Department of Biophysics, and Department of Pathology of Sir Run Run Shaw Hospital, Zhejiang University School of Medicine, Hangzhou, 310058, Zhejiang, China.
MOE Frontier Science Center for Brain Research and Brain-Machine Integration, Zhejiang University School of Medicine, Hangzhou, 310058, Zhejiang, China.
Cell Res. 2020 Jul;30(7):564-573. doi: 10.1038/s41422-020-0350-5. Epub 2020 Jun 3.
Metabotropic GABA G protein-coupled receptor functions as a mandatory heterodimer of GB1 and GB2 subunits and mediates inhibitory neurotransmission in the central nervous system. Each subunit is composed of the extracellular Venus flytrap (VFT) domain and transmembrane (TM) domain. Here we present cryo-EM structures of full-length human heterodimeric GABA receptor in the antagonist-bound inactive state and in the active state complexed with an agonist and a positive allosteric modulator in the presence of G protein at a resolution range of 2.8-3.0 Å. Our structures reveal that agonist binding stabilizes the closure of GB1 VFT, which in turn triggers a rearrangement of TM interfaces between the two subunits from TM3-TM5/TM3-TM5 in the inactive state to TM6/TM6 in the active state and finally induces the opening of intracellular loop 3 and synergistic shifting of TM3, 4 and 5 helices in GB2 TM domain to accommodate the α5-helix of G. We also observed that the positive allosteric modulator anchors at the dimeric interface of TM domains.
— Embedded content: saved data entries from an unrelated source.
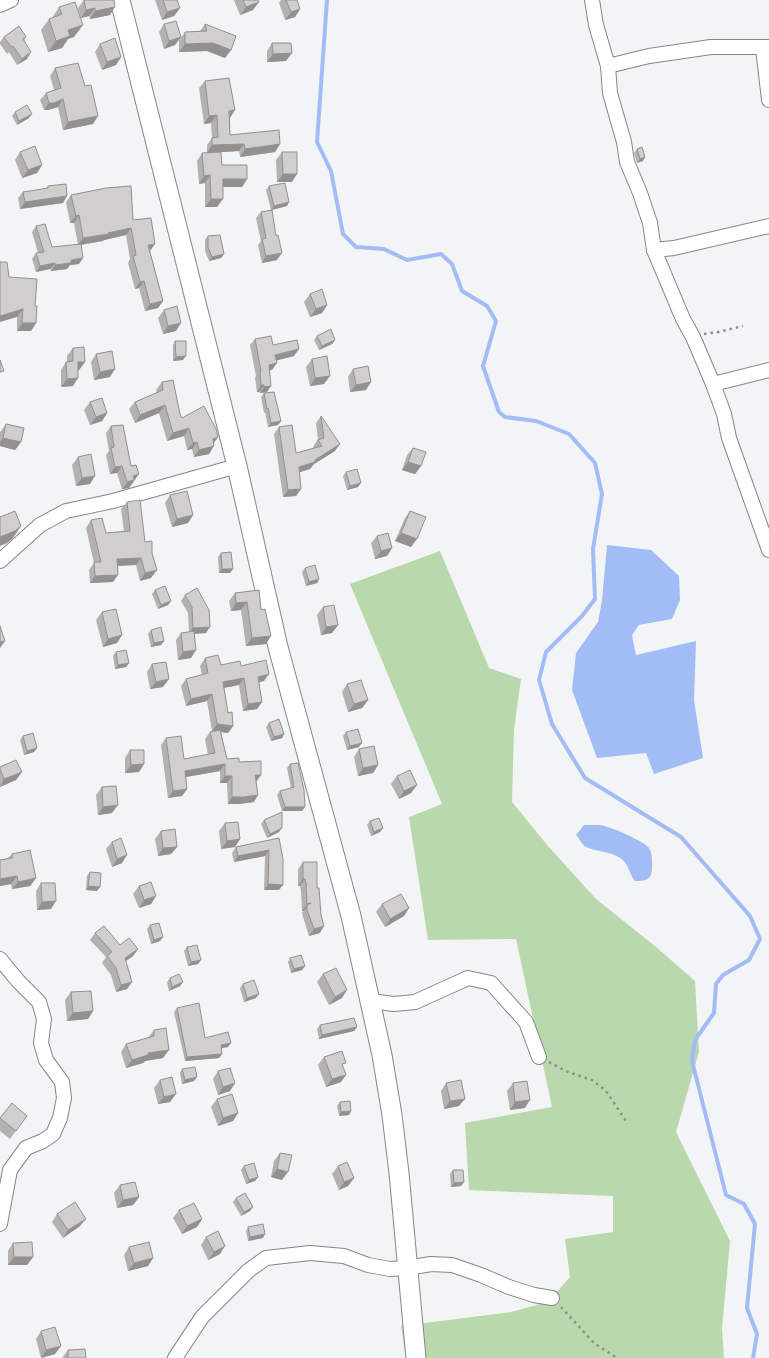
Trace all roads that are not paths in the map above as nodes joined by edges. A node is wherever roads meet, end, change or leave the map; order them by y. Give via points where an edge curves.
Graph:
1 (11, 0) edge
2 (120, 0) edge
3 (592, 0) edge
4 (0, 5) edge
5 (766, 47) edge
6 (608, 66) junction
7 (769, 100) edge
8 (769, 226) edge
9 (654, 250) junction
10 (769, 370) edge
11 (713, 384) junction
12 (237, 466) junction
13 (769, 550) edge
14 (0, 561) edge
15 (0, 959) edge
16 (370, 1001) junction
17 (539, 1057) road end
18 (0, 1224) edge
19 (407, 1268) junction
20 (552, 1298) road end
21 (175, 1358) edge
22 (416, 1358) edge

1 - 4 street
2 - 12 main road
3 - 6 street
5 - 6 street via 710,47
5 - 7 street
6 - 9 street via 610,93 624,142 626,162 650,223
8 - 9 street
9 - 11 street
10 - 11 street
11 - 13 street
12 - 14 street via 66,511 40,525
12 - 16 main road via 278,648 351,916
15 - 18 street via 39,1002 44,1019 41,1043 46,1060 62,1082 64,1098 53,1134 26,1148 10,1170
16 - 17 street via 415,1002 468,978 492,984 526,1022
16 - 19 main road via 392,1115
19 - 20 street via 452,1265 509,1287
19 - 21 street via 368,1266 344,1256 310,1252 266,1258 248,1270 202,1316
19 - 22 main road

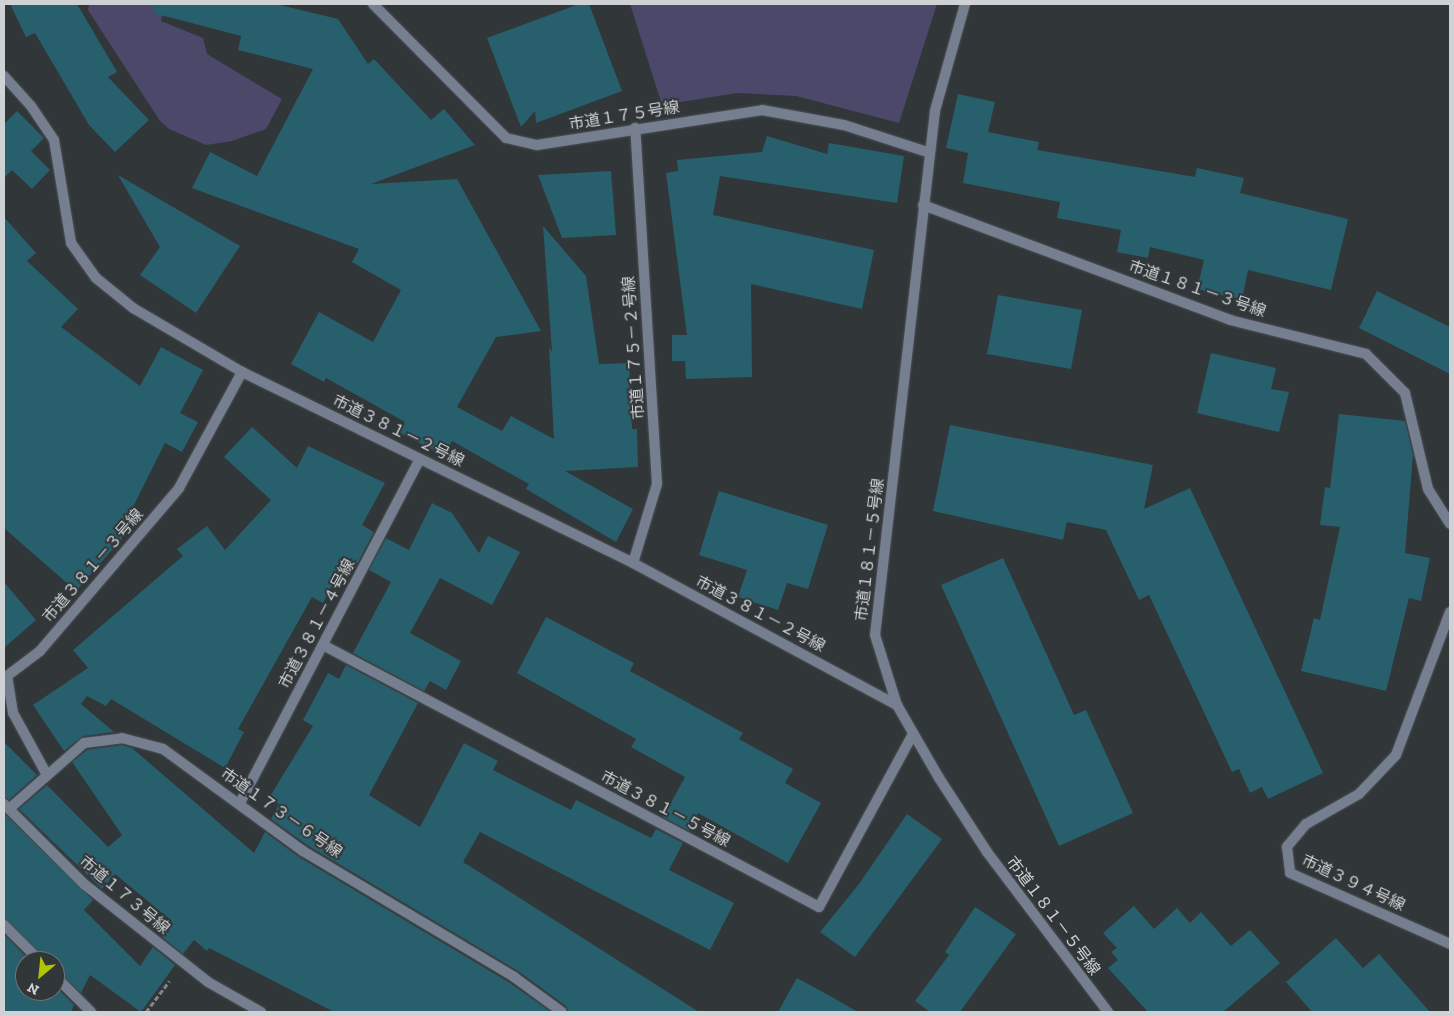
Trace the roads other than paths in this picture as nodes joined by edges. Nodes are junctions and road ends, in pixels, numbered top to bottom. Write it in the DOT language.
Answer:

These results provide a structural framework for understanding class C GPCR activation and a rational template for allosteric modulator design targeting the dimeric interface of GABA receptor.
代谢型 GABA G 蛋白偶联受体作为 GB1 和 GB2 亚基的必需异源二聚体发挥作用,并介导中枢神经系统中的抑制性神经传递。每个亚基由细胞外 Venus flytrap(VFT)结构域和跨膜(TM)结构域组成。在这里,我们展示了全长人源异源二聚体 GABA 受体在拮抗剂结合的非活性状态以及与激动剂和正变构调节剂复合物的活性状态下的冷冻电镜结构,分辨率范围为 2.8-3.0Å。我们的结构揭示了激动剂结合稳定了 GB1 VFT 的闭合,这反过来又触发了两个亚基之间 TM 界面的重排,从非活性状态下的 TM3-TM5/TM3-TM5 到活性状态下的 TM6/TM6,最后诱导细胞内环 3 的打开和 TM3、4 和 5 螺旋在 GB2 TM 结构域中的协同移位,以容纳 G 的 α5-螺旋。我们还观察到正变构调节剂锚定在 TM 结构域的二聚体界面上。这些结果为理解 C 类 GPCR 激活提供了结构框架,并为针对 GABA 受体二聚体界面的变构调节剂设计提供了合理的模板。